##### Material provided #####

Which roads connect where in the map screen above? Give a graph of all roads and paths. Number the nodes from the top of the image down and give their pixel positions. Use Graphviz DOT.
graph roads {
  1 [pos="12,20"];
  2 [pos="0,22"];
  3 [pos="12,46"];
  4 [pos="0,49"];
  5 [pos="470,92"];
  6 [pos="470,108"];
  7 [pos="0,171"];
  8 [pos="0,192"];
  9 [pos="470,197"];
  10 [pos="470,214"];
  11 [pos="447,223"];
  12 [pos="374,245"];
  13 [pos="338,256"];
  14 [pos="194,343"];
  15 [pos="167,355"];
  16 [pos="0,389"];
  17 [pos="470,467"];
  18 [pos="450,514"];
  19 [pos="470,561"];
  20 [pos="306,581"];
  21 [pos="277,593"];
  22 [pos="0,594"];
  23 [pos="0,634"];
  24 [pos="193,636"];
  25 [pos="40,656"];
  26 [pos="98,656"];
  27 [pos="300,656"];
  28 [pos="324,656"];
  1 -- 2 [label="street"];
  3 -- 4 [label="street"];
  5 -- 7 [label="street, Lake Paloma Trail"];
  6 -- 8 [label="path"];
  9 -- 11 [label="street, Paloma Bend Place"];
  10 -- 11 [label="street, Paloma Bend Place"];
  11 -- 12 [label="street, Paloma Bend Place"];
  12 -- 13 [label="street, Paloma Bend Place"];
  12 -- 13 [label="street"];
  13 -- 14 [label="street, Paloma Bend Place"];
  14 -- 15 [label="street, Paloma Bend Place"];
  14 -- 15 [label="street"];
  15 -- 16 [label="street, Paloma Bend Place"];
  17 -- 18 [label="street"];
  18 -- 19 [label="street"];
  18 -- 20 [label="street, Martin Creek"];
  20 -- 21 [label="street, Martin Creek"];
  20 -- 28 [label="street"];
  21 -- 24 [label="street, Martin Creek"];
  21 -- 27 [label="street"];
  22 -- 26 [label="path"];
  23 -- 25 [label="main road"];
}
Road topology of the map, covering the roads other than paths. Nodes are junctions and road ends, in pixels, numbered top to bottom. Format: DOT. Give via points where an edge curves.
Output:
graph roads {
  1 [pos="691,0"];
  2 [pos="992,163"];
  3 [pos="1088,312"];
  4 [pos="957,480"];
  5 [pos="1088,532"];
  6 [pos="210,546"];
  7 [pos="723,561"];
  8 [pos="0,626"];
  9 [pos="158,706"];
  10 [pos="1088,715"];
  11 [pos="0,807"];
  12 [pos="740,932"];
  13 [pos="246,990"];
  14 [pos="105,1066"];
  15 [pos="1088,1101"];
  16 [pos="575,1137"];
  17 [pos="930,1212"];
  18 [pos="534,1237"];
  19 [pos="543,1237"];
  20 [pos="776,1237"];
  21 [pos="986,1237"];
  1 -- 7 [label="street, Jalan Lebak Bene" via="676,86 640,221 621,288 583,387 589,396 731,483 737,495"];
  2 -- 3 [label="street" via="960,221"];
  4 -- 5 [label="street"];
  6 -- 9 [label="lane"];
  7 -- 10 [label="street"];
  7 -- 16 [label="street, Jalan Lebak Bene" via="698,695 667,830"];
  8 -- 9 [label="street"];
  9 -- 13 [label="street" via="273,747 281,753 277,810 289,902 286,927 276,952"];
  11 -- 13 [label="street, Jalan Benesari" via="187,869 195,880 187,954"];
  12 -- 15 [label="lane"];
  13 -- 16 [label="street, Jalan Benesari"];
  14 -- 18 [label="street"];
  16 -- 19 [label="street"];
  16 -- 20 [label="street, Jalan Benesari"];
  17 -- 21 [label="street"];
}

#####

## Work task
Go through the entries above and report each line with the string "where" in it.

## Solution
Which roads connect where in the map screen above? Give a graph of all roads and paths. Number the nodes from the top of the image down and give their pixel positions. Use Graphviz DOT.
Road topology of the map, covering the roads other than paths. Nodes are junctions and road ends, in pixels, numbered top to bottom. Format: DOT. Give via points where an edge curves.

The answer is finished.